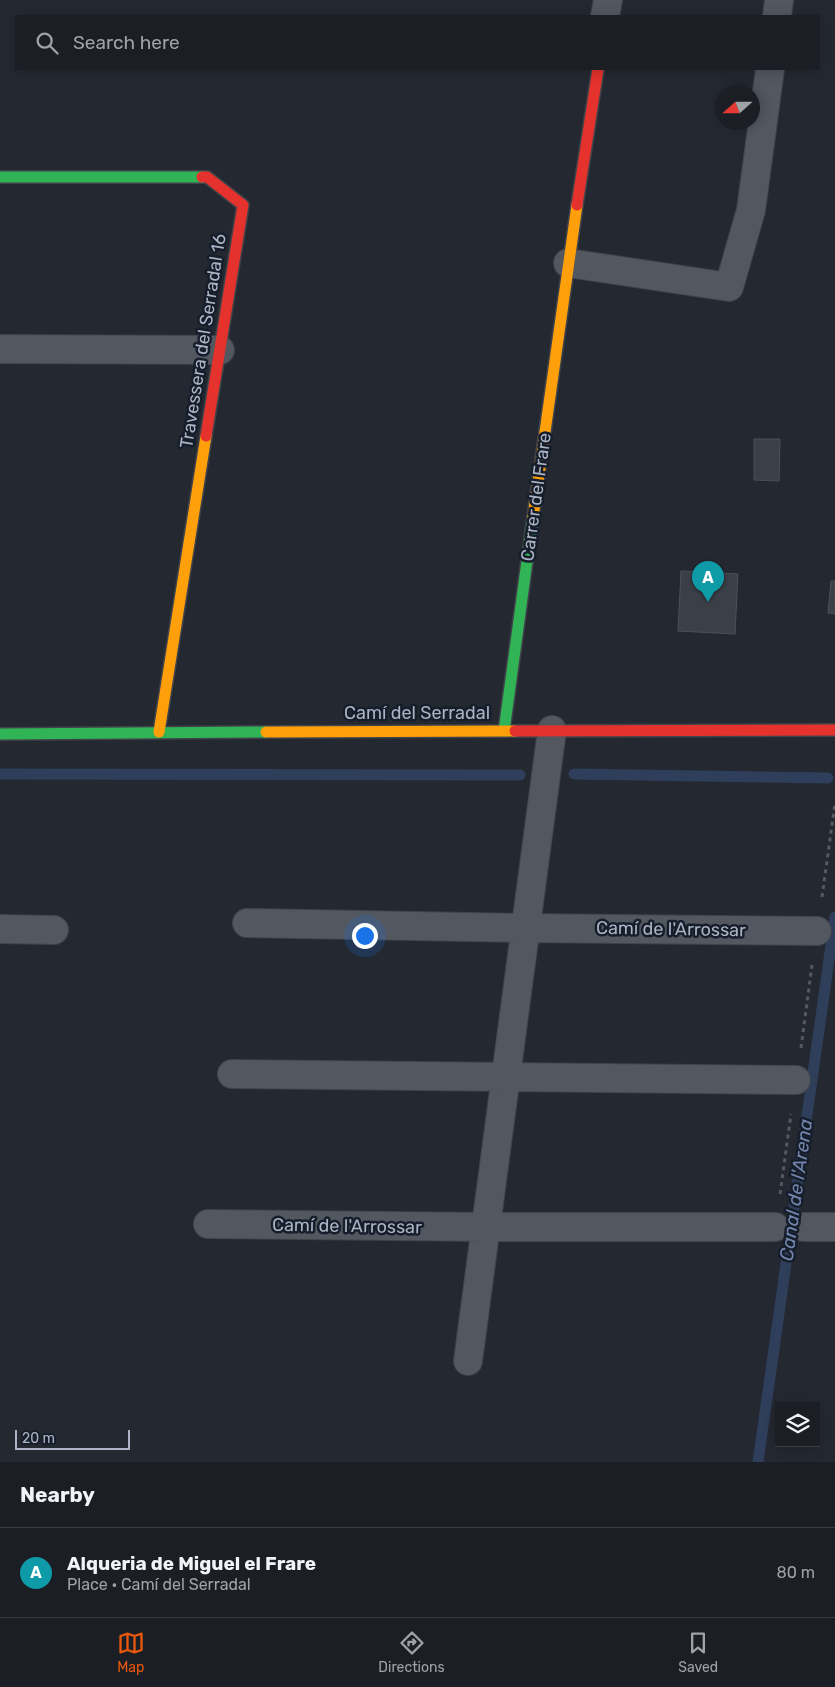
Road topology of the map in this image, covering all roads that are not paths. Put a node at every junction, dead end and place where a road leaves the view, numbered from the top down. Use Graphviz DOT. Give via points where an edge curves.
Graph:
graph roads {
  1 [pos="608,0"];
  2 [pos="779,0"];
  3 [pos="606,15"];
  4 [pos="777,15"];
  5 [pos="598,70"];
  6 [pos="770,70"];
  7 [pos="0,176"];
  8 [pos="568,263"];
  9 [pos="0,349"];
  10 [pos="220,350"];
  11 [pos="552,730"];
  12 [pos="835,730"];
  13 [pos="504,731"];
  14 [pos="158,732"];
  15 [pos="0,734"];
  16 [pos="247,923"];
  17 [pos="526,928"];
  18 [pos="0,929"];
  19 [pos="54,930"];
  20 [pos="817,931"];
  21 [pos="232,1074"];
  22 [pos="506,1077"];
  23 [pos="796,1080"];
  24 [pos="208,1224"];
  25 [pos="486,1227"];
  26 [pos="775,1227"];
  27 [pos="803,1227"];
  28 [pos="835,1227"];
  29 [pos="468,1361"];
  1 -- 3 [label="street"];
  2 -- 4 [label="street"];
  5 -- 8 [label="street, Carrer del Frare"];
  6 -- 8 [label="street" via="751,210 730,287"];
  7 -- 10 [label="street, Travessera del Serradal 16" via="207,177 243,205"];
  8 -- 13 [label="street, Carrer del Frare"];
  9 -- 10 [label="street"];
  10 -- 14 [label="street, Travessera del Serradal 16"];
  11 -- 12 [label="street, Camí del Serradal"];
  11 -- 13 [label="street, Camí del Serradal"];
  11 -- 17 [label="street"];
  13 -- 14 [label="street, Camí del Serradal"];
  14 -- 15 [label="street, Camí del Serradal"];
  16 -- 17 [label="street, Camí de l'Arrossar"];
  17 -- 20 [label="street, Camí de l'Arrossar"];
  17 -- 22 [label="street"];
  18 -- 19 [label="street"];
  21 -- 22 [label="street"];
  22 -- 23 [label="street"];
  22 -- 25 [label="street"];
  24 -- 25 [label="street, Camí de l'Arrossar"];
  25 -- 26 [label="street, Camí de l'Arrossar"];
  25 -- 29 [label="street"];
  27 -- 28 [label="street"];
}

··········

_Task objective_. Where in the records does the word "Camí" appear? Copy each line that holds it.

_Exercise solution_.
  11 -- 12 [label="street, Camí del Serradal"];
  11 -- 13 [label="street, Camí del Serradal"];
  13 -- 14 [label="street, Camí del Serradal"];
  14 -- 15 [label="street, Camí del Serradal"];
  16 -- 17 [label="street, Camí de l'Arrossar"];
  17 -- 20 [label="street, Camí de l'Arrossar"];
  24 -- 25 [label="street, Camí de l'Arrossar"];
  25 -- 26 [label="street, Camí de l'Arrossar"];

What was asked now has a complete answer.